Die Big Art Group zeigt auf Kampnagel eine Endzeitvision

Hamburg. Es ist nicht lustig, als letzter Überlebender übers Eis zu stolpern. Der Nordpol wirkt noch unwirtlicher als sonst. Schlittenhunde und Eisbären spenden keinen Trost. Das Gesetz der Dunkelheit regiert.

Es ist eine düstere apokalyptische Vision, die der britische Autor Matthew Phipps Shiel in seiner wohl berühmtesten Science-Fiction-Novelle "The Purple Cloud" 1901 ausgemalt hat. Ein Schreckensszenario, wie es nach einem potenziellen ultimativen Umwelt-GAU jederzeit vorstellbar ist.

Das New Yorker Performancekollektiv Big Art Group gewinnt aus dem Stoff in seiner Performance "The Sleep", die es beim Internationalen Sommerfestival auf Kampnagel vorführte, Szenen von unwirklicher Schönheit und Melancholie.

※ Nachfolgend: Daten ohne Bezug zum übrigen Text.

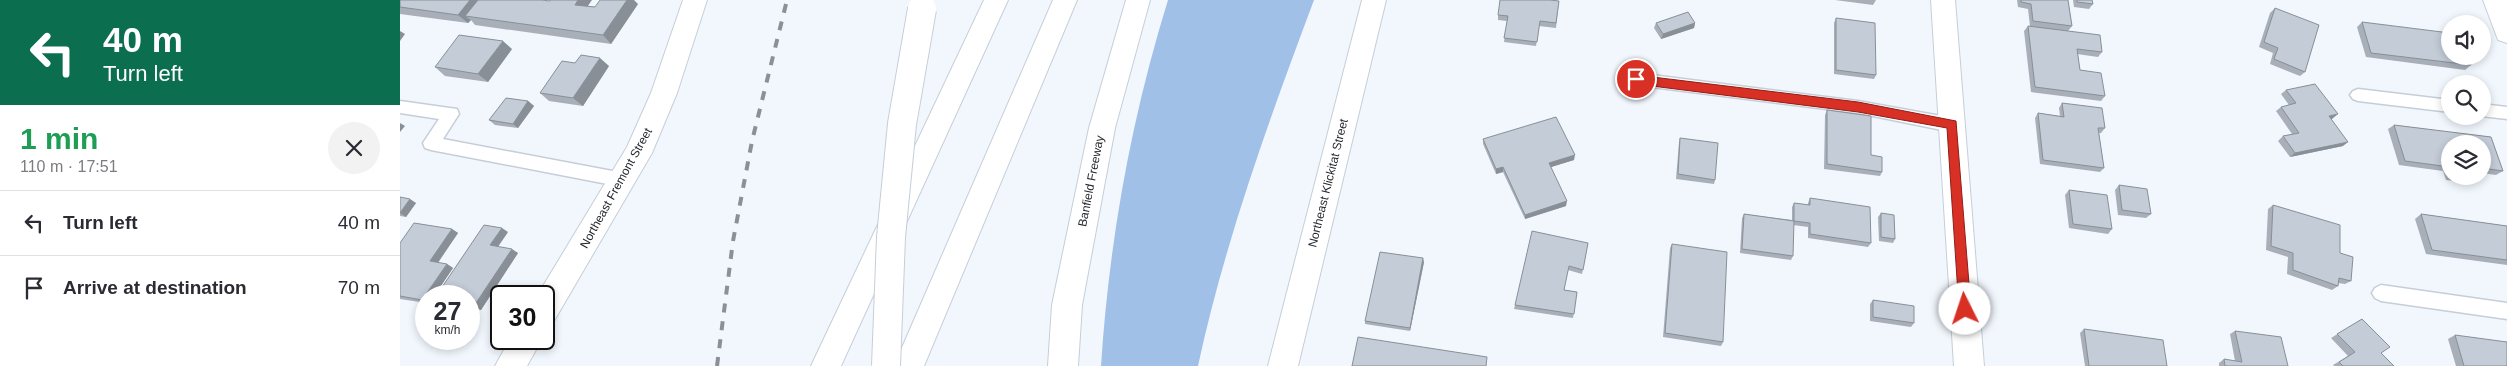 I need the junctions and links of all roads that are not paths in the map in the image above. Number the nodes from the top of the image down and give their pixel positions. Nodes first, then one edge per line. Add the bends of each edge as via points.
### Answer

Der knapp einstündige Abend spielt hinter einem Gaze-Vorhang, der Durchsicht ausdrücklich erlaubt. Kunst und Kunstschöpfung gleichzeitig transparent macht. Unter einer dicken Daunenparkajacke blickt Performer David Commander als letzter Mensch skeptisch ins Bühnenlicht. Ein eingeblendetes Video lässt ihn gegen dicke Schneeflocken ankämpfen. An Bord des Schiffes "The Boreal" startet er seine Nordpol-Expedition. Unterwegs fällt seine gesamte zwölfköpfige Crew einer purpurfarbenen Giftwolke zum Opfer. Er selbst gelangt schließlich in ein geisterhaft leeres London, reist quer durchs Land auf der Suche nach Überlebenden - und findet doch nur Tod und Leere. Schließlich strandet er in Konstantinopel, wo ihn eine verstörte Überlebende verfolgt.

Wenige Worte aus dem Off umreißen kaum mehr als ein Skelett des Novellentextes von Shiels. Bei der Big Art Group sprechen vor allem die Bilder, die das Kollektiv in einem Mix aus visuellen und akustischen Effekten, Live-Cinematographie und Puppenspiel-Collage erstellt. Hinter dem Gaze-Vorhang sieht der Zuschauer die Performer hektisch Miniaturkulissen, Eisbären, Huskies, Schiffe, Meereswogen und Bürogebäude Londons aus Pappmaché hin- und herschieben, die durch das Auge der Kamera übergroß auf den Vorhang projiziert werden. Der letzte Mensch greift nach zwei an den Scheinwerfern befestigten Seilen, und schon rast er auf einem dazu geschnittenen Hundeschlitten über das Eis.

Es sind diese mit Liebe arrangierten Effekte, die den Abend zu einem multimedialen Gesamtkunstwerk erheben. Einen Text zu inszenieren heißt für die New Yorker, ihn wirklich nur als grobe narrative Richtschnur für die eigene Kreativität zu nutzen. Einen eigenen apokalyptischen Thriller zu erzählen. Zu den raffinierten Bildern gesellt sich der Ton. Hypnotisch wummern die Bässe im Postrock-Gestus. Darüber jubilieren ein paar desillusionierte Trip-Hop-Gitarren. Sänger Xavier blickt großäugig in die Kamera und singt mit der Inbrunst der Verzweiflung.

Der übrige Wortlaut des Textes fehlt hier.